The song lends itself to all kinds of activities and actions. The most basic is to have kids make a simple number line and keep the rhythm by drumming on the numbers as they sing them.  You can also assign numbers and have kids, in a line or circle, step forward and then back as the group sings the number. This gets trickier as the song goes faster, so another option is to have kids jump in place.

La carita – on the CD ¡Canta mi son!
I love this mariachi version of La carita. It has the emotion of mariachi music with content for children. This song is available on Juanita’s lastest CD ¡Canta mi son!

In terms of Spanish language learners, this song has lots of practical vocabulary, presented in a structure that makes it easy to learn and retain. The body parts are associated with verbs – una boca para comer, esta nariz es para oler, los oídos son para oir, etc.

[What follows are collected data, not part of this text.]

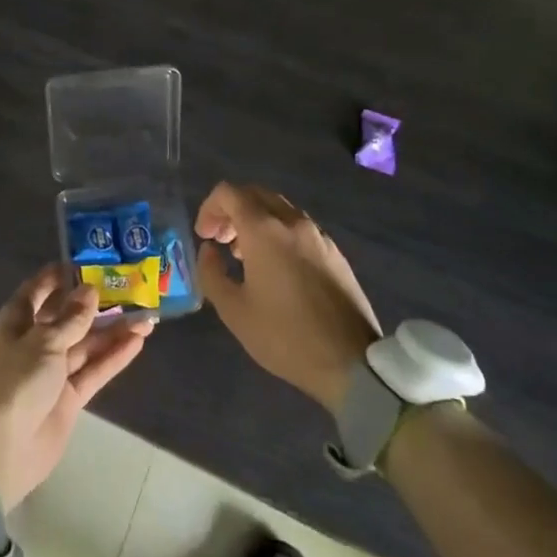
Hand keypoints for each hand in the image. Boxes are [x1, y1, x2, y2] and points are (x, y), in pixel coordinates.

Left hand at [0, 265, 153, 510]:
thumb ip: (71, 318)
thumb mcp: (44, 342)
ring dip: (114, 330)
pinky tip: (138, 341)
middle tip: (130, 287)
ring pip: (87, 343)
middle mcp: (36, 340)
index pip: (40, 288)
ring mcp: (54, 370)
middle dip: (97, 303)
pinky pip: (95, 370)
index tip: (90, 260)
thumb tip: (90, 290)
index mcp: (19, 319)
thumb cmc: (16, 382)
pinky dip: (114, 357)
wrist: (2, 450)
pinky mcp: (69, 396)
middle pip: (70, 316)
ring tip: (147, 315)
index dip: (62, 275)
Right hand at [195, 182, 381, 412]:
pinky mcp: (334, 251)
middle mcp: (292, 222)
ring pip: (279, 208)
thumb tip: (209, 250)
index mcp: (264, 230)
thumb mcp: (234, 311)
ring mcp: (318, 235)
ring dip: (256, 220)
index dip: (209, 208)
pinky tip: (277, 267)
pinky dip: (278, 232)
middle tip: (221, 241)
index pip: (229, 193)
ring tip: (245, 256)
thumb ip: (211, 273)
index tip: (204, 237)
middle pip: (255, 194)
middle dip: (231, 210)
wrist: (351, 363)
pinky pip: (298, 226)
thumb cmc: (285, 336)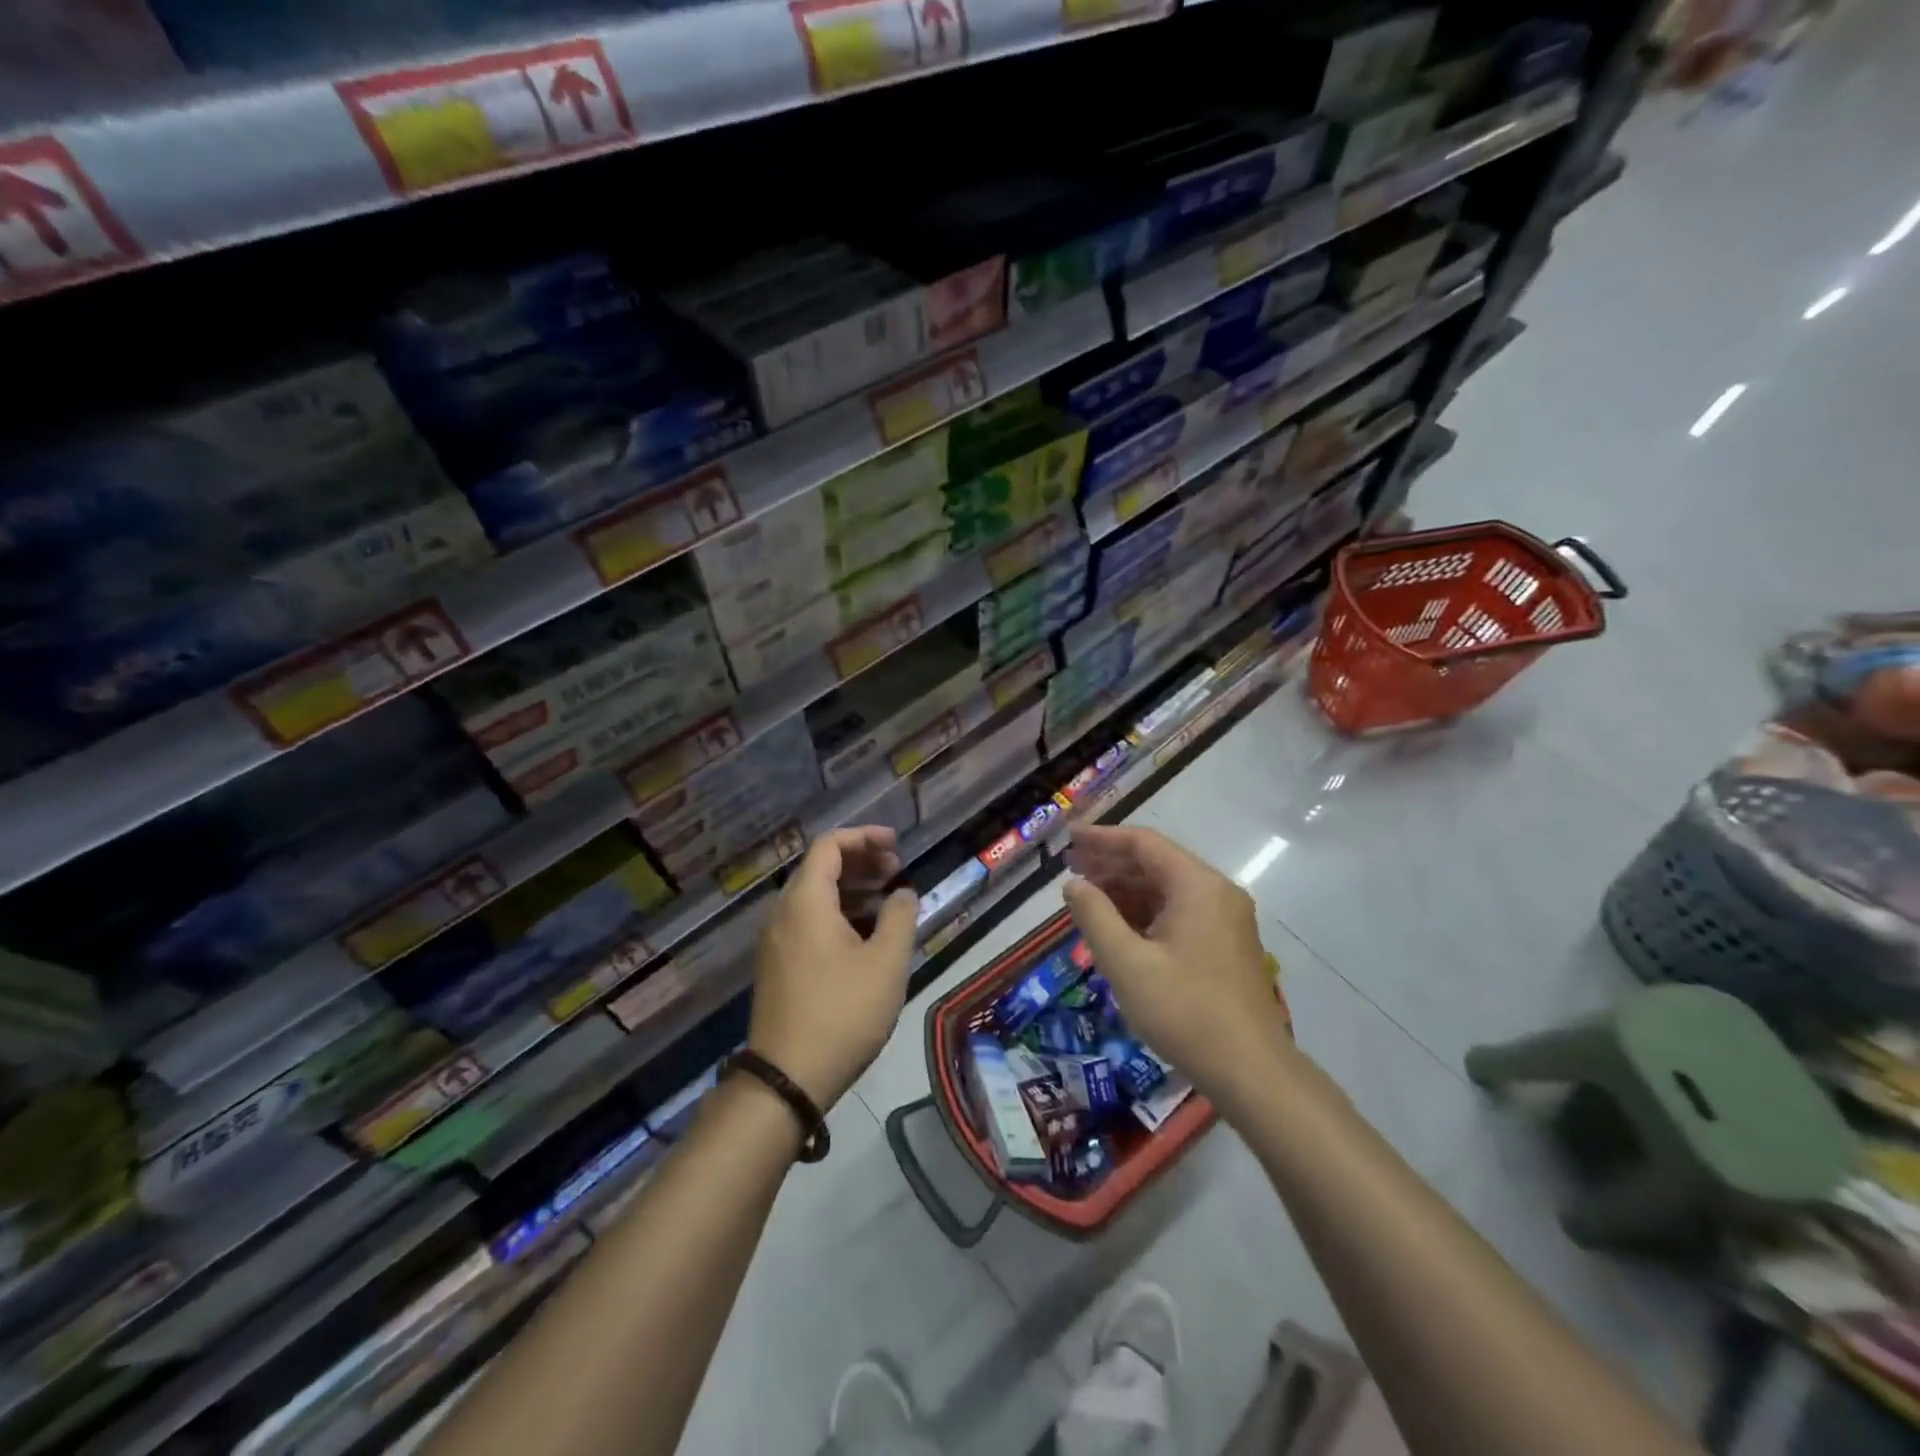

By adding actions, pointing to the body part and acting out the verb, children are always aware of the meaning of the words they are singing.

Wow wow wow – on the CD Canta conmigo Volume 2
This song is the perfect addition to a unit on animals. It introduces kids to the idea that animal sounds are expressed differently in different languages. The dog that says arf, arf, arf if we go to New york, si viajamos a Mexico él ladra wow, wow, wow.

The song is short and easy to learn. Children are always intrigued by animal sounds, and introducing animal sounds in Spanish adds another dimension to activities with animal vocabulary. Juanita has another super song for kids called El pato, el pollo y el gallo. It also uses animal sounds and kids love it!